[Saved data entries]
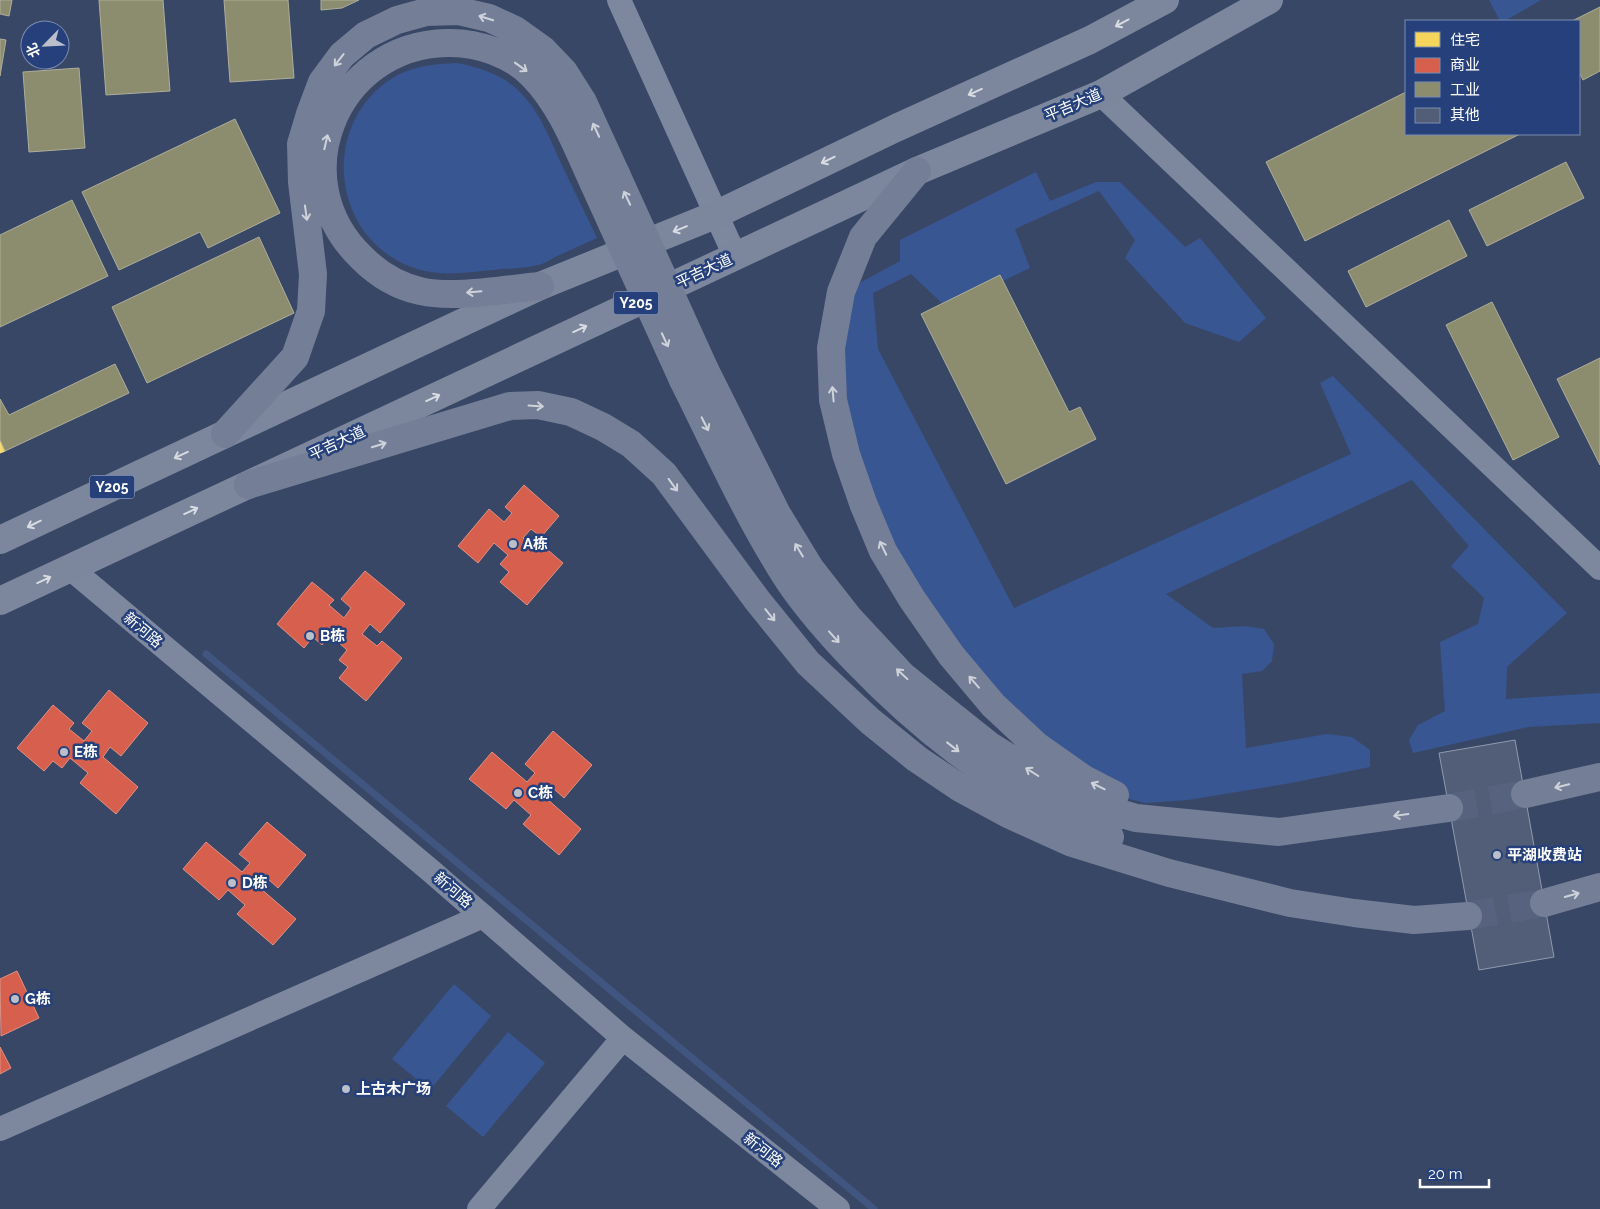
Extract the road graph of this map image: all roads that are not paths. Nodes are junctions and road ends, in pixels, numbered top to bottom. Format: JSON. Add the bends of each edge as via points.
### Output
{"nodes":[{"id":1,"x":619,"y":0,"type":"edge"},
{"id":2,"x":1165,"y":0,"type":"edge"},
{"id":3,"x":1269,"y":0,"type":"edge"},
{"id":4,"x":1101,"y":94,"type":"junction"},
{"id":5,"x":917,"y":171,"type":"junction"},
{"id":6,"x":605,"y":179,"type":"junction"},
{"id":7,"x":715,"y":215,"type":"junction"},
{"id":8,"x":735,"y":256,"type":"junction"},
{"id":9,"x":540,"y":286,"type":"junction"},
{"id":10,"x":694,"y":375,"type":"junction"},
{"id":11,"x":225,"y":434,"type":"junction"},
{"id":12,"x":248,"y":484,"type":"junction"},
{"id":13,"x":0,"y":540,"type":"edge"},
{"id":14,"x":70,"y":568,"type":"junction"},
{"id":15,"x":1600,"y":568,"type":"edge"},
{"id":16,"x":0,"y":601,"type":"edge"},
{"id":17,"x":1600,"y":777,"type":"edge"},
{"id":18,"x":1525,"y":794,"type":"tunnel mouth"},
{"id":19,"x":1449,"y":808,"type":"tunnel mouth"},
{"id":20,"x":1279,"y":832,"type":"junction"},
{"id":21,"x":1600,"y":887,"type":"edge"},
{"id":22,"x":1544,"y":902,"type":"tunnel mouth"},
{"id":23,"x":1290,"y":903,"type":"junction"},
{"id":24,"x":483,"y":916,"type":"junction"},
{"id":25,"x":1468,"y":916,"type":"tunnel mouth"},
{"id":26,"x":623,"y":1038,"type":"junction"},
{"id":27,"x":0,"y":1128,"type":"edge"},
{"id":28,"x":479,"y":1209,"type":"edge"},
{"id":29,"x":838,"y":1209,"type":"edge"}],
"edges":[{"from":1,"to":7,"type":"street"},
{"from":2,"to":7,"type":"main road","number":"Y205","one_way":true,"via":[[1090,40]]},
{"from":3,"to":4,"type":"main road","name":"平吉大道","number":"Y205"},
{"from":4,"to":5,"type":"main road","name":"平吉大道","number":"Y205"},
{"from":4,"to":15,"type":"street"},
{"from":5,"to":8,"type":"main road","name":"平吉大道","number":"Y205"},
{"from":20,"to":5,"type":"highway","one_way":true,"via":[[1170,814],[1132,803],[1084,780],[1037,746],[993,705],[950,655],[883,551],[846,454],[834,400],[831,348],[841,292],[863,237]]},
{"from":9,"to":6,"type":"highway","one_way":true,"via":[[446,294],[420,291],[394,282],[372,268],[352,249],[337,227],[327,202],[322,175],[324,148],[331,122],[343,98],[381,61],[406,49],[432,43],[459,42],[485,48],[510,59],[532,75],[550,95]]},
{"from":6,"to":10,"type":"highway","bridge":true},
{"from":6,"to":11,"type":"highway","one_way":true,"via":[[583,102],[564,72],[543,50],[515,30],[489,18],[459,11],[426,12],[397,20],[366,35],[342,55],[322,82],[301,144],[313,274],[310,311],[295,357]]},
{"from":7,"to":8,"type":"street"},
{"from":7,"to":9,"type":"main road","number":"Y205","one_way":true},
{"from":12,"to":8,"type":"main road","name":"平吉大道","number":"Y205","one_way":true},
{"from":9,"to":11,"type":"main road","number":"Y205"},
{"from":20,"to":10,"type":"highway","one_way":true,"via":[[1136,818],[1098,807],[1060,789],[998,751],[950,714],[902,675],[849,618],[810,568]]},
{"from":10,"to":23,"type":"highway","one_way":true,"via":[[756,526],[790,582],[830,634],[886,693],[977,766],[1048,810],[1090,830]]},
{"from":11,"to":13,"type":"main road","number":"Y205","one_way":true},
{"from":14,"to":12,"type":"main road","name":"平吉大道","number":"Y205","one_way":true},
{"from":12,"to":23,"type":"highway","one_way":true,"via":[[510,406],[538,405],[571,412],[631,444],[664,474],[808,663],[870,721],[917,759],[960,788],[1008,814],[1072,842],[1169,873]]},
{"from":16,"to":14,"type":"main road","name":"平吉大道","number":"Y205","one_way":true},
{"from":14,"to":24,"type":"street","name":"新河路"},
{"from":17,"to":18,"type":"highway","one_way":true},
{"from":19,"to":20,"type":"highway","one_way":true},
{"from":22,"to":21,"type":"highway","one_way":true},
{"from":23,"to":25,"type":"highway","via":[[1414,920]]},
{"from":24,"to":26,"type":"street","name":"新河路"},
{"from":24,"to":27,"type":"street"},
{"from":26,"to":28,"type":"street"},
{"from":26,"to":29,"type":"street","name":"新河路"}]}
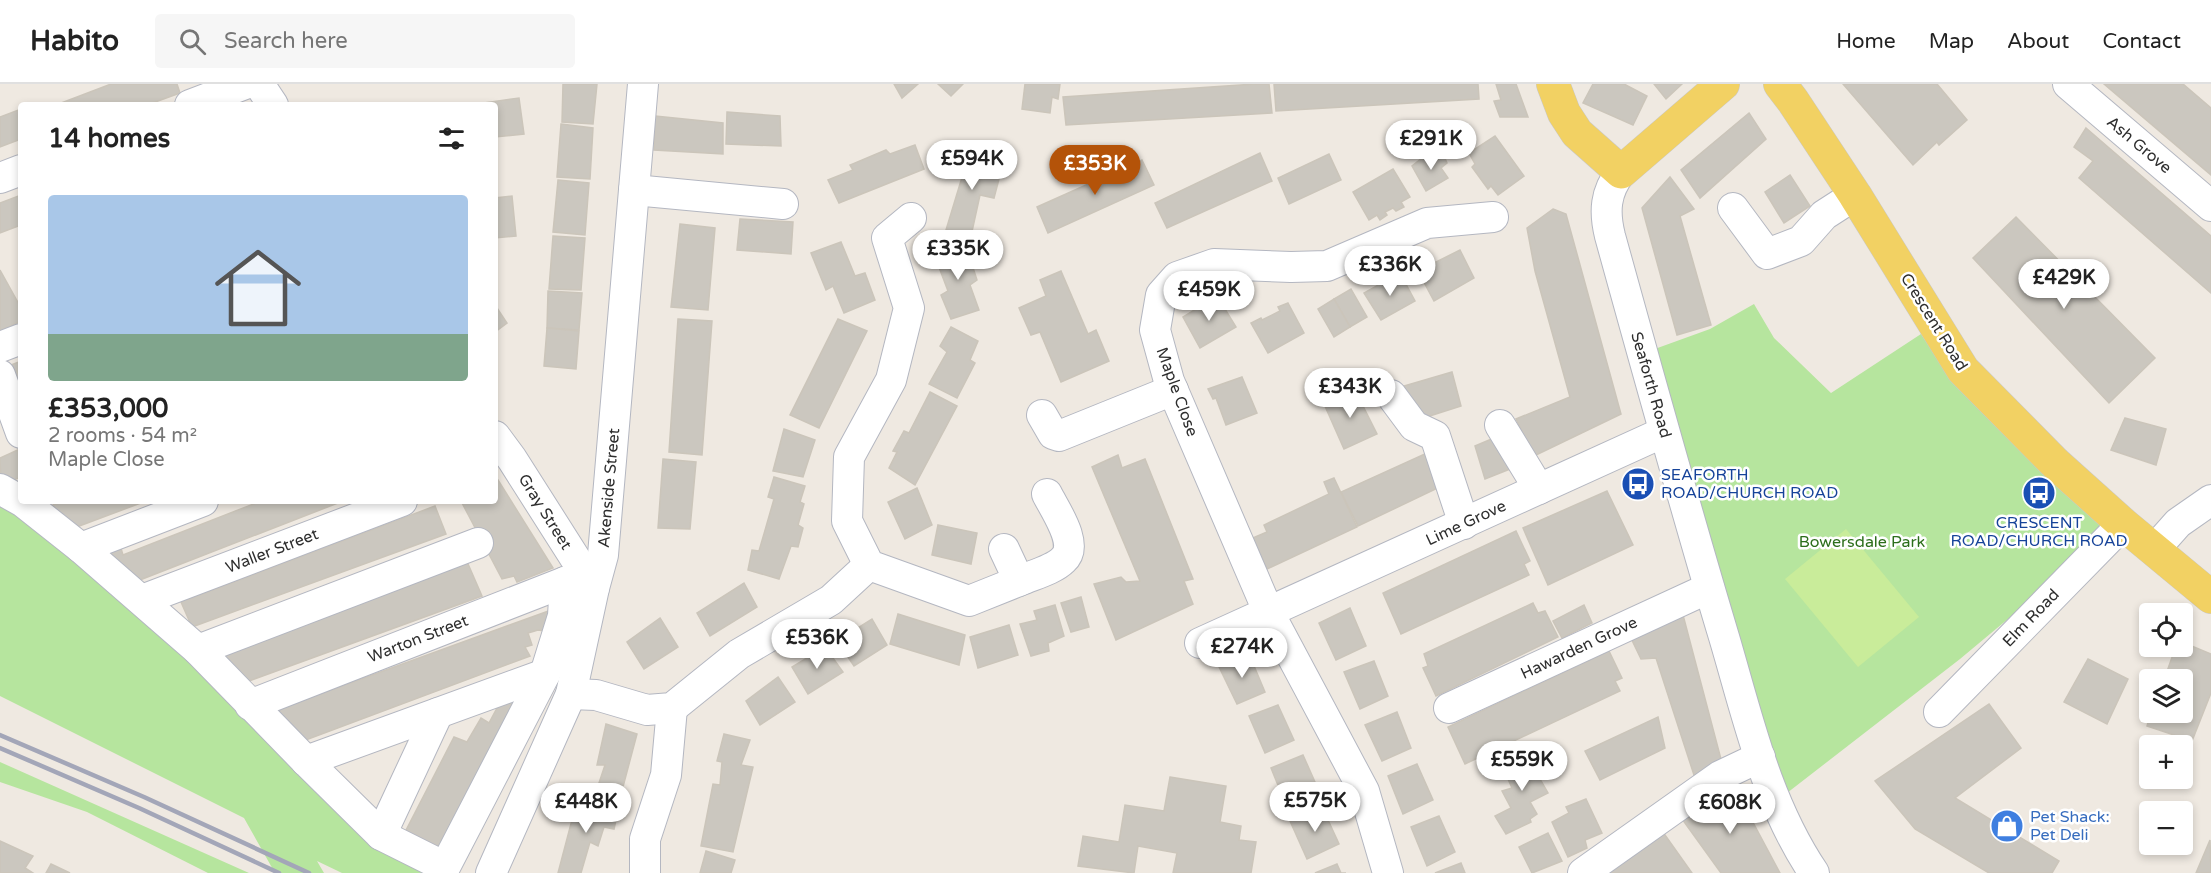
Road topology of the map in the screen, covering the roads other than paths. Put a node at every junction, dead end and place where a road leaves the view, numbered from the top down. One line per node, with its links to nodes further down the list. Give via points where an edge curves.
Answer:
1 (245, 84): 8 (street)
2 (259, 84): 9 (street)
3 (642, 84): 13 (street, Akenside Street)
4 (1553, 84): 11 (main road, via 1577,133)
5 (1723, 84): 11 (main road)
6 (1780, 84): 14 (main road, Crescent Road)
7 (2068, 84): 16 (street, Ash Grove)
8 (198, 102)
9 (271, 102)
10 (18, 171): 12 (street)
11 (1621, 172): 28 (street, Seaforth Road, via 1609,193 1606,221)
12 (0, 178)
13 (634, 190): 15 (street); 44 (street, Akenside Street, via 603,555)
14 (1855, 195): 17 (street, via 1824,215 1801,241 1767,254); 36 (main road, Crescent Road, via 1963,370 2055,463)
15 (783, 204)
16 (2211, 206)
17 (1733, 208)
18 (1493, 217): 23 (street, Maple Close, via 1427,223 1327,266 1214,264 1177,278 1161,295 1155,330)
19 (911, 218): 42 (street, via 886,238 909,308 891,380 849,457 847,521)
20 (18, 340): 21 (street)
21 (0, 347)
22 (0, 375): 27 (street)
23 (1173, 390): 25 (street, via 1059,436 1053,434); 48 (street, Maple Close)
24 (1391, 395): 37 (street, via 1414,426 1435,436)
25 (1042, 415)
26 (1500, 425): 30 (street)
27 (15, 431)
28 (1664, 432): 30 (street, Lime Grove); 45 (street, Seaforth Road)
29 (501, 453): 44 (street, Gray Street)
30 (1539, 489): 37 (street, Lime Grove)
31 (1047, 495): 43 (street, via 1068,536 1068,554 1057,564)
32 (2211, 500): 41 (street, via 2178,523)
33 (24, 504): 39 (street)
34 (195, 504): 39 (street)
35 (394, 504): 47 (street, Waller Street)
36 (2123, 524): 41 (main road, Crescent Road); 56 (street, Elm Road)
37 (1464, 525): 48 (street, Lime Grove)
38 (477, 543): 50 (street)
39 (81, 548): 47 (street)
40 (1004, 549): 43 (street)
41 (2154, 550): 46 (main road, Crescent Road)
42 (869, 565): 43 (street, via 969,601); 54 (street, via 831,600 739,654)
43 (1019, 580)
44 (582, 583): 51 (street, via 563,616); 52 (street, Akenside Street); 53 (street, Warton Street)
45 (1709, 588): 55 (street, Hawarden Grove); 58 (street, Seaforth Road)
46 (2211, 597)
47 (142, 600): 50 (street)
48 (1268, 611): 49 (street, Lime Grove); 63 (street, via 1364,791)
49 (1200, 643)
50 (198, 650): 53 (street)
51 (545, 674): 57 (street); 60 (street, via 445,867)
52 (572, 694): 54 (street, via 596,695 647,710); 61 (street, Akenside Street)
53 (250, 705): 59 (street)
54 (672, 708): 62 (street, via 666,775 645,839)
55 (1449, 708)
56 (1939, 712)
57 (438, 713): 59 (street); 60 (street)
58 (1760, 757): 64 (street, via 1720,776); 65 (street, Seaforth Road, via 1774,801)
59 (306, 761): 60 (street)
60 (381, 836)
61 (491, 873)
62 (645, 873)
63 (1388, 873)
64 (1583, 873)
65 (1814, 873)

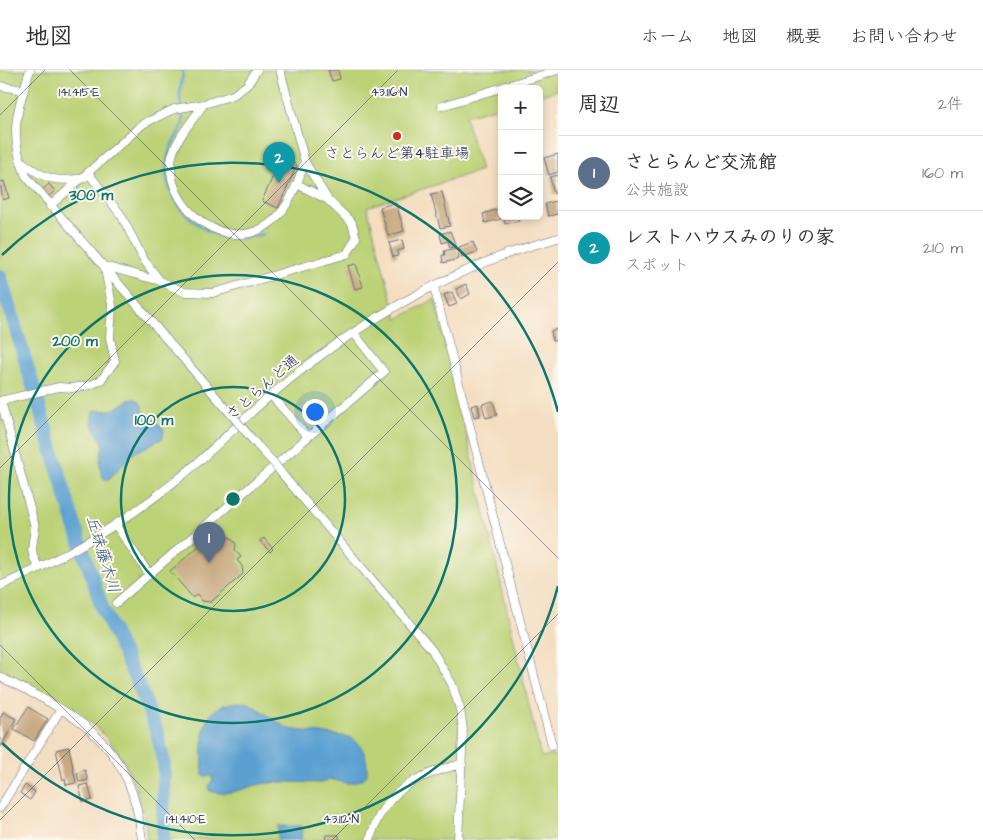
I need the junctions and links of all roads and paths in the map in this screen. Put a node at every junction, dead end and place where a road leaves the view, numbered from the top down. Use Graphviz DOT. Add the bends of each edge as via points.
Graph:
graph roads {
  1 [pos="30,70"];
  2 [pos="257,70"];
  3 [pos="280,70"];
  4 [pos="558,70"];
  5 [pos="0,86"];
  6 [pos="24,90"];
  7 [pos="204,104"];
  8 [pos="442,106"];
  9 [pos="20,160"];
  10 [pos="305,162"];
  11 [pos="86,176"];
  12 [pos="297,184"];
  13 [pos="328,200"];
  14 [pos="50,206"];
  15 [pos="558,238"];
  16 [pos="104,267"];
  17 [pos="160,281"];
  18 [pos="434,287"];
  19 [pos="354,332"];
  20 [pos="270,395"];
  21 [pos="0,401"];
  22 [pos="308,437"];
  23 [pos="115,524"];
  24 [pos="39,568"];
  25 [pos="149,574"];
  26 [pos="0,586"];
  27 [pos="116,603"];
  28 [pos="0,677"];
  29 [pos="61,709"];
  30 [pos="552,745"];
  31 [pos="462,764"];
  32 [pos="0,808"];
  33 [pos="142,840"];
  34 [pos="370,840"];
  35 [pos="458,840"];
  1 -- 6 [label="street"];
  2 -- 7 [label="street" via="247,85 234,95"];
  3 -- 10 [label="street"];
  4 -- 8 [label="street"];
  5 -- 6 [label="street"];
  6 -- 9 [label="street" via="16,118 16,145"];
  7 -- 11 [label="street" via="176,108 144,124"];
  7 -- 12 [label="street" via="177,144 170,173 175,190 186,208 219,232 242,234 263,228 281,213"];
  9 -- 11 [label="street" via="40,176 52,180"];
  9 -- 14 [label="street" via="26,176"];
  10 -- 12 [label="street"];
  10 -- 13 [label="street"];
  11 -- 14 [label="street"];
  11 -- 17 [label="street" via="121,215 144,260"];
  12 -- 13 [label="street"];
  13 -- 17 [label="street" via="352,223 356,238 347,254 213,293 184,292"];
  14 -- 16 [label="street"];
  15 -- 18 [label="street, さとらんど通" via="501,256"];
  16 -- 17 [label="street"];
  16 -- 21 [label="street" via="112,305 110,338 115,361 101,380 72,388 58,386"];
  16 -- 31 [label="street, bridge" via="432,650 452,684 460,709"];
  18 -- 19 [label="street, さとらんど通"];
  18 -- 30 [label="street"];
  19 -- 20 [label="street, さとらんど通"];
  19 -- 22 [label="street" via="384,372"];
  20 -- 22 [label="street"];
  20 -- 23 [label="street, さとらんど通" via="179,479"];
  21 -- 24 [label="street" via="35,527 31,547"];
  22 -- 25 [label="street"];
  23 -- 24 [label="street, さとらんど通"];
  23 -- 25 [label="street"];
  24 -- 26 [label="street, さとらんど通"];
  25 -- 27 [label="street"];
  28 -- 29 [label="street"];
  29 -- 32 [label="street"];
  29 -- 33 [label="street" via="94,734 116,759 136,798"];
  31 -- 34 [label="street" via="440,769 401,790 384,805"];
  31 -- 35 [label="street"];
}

## WORK REQUEST
Looking at the entries above, copy out every line in which "mouth" occurs.

## RESPONSE BELOW
{"id":18,"x":1525,"y":794,"type":"tunnel mouth"},
{"id":19,"x":1449,"y":808,"type":"tunnel mouth"},
{"id":22,"x":1544,"y":902,"type":"tunnel mouth"},
{"id":25,"x":1468,"y":916,"type":"tunnel mouth"},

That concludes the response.